You got here because you are keen on learning R, so luckily, I don’t have to give you reasons to do so.
Here is the first question. How do you start using R? (Given that you have R and R studio in your computer)
Think of R as the engine of a car and R studio as the structure of the car.
In order for your car to work, you first need the engine. So, in order for R studio to work, you need R. Manipulation is done via R studio, and not R itself. Just like how you would want to accelerate faster or slower, listen to music or turn on/off the air-condition in the car, the functions are found in the interior of the car which is then connected to the engine. So the basic idea is, your working environment will be R studio.
This is how it looks like the first time you open Rstudio.
The best way to work in R studio is to use a script. Click the ‘+’ sign on the top left of R studio and begin using the R Script.
This is an R script file. It is an easy way to record all the steps you take to clean, manipulate and analyse your data. Type all your commands here along with detailed comments - comments are extremely helpful for future reference. You can save, edit and reuse this file as many times as you like. This is also a way of saving your output - you just re-run the code. Thus, its better to create script files than to directly type in the console (bottom left box in RStudio) which is not editable.
All code that follows a hash symbol (#) will be ignored by R. i.e. these will be considered comments. It’s best practice to comment your script well so that its easy to come back to even a few months from now, let alone years!
##------------------------------- Simple Calculations -------------------------
2+2
x=2+2
x
x-3
3*x
x <- 10 #you can also assign values using this arrow. It's exactly the same as using an = sign. I tend to use =
x
x = x * 2
x
(dont know what ‘JFGI’ is?? google it!)
Rstudio’s help commands are a boon. Use it shamelessly!
The help text will appear in the Rstudio window on the bottom right.
Anything you’re trying to achieve has already been attempted by others throughout the world.
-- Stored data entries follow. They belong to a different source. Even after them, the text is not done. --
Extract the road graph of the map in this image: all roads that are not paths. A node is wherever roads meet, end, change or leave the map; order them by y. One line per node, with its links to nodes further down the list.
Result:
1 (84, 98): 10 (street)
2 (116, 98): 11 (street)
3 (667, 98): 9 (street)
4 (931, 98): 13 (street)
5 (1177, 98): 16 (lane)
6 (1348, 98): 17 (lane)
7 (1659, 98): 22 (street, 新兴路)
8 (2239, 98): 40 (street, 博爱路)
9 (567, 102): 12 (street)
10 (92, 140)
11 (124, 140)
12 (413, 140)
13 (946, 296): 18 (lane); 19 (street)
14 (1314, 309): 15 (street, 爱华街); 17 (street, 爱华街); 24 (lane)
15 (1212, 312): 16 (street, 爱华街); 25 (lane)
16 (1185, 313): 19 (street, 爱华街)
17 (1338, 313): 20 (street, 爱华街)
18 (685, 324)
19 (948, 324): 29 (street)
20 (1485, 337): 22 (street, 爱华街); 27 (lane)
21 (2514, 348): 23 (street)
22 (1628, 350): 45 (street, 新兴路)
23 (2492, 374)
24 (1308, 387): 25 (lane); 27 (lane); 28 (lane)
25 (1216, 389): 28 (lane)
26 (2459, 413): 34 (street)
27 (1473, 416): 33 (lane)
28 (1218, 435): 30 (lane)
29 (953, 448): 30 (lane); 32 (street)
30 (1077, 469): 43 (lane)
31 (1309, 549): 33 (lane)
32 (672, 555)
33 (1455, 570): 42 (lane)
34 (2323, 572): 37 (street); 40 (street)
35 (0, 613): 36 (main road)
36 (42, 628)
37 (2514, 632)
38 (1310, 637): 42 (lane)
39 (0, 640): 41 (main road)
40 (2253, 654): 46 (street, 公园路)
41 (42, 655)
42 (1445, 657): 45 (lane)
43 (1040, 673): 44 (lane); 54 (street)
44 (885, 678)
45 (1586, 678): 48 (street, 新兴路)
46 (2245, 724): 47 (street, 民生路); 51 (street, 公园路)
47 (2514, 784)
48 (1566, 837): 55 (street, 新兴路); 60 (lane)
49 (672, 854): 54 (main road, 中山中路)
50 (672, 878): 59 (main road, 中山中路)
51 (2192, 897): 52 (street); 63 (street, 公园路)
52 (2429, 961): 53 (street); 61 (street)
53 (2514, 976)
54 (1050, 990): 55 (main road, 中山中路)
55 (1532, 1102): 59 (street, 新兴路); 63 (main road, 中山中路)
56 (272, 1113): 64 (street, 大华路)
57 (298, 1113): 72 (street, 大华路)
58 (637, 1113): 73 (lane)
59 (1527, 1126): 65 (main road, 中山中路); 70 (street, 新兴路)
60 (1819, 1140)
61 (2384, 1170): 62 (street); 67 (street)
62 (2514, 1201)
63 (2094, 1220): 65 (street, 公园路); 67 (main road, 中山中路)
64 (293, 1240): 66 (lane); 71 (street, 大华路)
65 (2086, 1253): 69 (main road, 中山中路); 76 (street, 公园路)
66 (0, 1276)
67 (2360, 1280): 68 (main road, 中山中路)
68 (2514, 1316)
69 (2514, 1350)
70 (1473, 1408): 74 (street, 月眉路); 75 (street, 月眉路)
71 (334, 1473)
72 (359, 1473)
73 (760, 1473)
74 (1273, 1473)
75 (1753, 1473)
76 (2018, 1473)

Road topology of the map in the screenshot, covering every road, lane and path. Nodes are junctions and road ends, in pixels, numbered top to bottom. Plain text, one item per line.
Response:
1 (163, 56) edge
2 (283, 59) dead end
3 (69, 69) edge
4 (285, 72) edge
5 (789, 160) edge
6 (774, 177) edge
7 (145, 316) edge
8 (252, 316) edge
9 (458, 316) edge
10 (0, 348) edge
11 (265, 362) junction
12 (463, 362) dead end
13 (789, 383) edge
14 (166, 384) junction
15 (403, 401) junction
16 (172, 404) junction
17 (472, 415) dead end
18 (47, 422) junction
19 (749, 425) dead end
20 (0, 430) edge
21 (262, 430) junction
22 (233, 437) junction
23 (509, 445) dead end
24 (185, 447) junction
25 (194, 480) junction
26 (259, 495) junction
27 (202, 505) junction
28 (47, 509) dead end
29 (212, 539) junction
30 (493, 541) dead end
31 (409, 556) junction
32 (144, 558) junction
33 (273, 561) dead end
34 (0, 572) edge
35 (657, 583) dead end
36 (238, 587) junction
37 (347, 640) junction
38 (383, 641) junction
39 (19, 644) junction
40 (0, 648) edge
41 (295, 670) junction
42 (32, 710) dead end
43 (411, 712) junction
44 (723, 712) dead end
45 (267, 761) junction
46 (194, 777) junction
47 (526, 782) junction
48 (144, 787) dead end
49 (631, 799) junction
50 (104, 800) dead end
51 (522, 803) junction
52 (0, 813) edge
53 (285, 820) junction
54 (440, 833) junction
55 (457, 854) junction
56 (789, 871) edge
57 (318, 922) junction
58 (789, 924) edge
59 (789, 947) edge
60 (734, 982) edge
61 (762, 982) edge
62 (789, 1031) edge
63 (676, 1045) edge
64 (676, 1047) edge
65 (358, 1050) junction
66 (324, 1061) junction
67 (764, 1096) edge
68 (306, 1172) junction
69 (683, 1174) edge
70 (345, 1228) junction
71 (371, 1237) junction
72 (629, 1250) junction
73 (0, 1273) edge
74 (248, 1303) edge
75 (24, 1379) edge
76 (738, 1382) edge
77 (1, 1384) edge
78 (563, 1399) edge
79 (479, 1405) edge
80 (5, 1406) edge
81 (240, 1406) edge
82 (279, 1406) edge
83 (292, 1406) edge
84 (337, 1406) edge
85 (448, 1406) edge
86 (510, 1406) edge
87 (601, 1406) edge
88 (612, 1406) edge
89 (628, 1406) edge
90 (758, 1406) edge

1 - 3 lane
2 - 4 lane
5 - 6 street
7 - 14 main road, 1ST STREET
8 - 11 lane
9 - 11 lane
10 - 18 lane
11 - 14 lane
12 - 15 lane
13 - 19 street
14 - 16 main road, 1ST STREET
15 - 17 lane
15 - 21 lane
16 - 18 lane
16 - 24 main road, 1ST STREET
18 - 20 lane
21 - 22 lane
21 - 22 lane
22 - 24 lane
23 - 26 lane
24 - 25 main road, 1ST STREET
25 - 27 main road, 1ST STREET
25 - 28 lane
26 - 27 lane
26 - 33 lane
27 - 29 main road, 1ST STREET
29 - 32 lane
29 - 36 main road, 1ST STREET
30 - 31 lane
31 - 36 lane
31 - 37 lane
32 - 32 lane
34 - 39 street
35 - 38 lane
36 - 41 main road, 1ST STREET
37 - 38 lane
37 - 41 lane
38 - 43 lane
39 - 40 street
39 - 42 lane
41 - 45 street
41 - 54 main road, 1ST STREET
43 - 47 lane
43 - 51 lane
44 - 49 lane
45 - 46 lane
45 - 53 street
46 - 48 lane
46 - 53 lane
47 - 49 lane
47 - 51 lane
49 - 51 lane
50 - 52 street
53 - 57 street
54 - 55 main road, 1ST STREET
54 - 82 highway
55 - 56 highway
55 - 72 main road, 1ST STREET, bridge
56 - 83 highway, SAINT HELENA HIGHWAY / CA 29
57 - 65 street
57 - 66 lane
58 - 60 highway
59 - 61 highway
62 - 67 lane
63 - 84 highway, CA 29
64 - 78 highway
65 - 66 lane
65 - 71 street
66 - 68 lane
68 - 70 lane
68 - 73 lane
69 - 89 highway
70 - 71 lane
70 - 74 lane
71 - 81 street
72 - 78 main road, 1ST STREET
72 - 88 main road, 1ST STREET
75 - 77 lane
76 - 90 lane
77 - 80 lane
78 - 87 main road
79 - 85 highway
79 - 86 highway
Take advantage of it by google-ing your question. There are numerous blogs, forums, tutorials and books with R code that you can just copy/paste and use.
help("insert package name")
mean
??bind
Your “working directory” is the “folder” where R loads and saves data from in this session.
You can change this location so that its convenient to access your files.
The ‘get working directory’ command will show what your working directory is currently set to.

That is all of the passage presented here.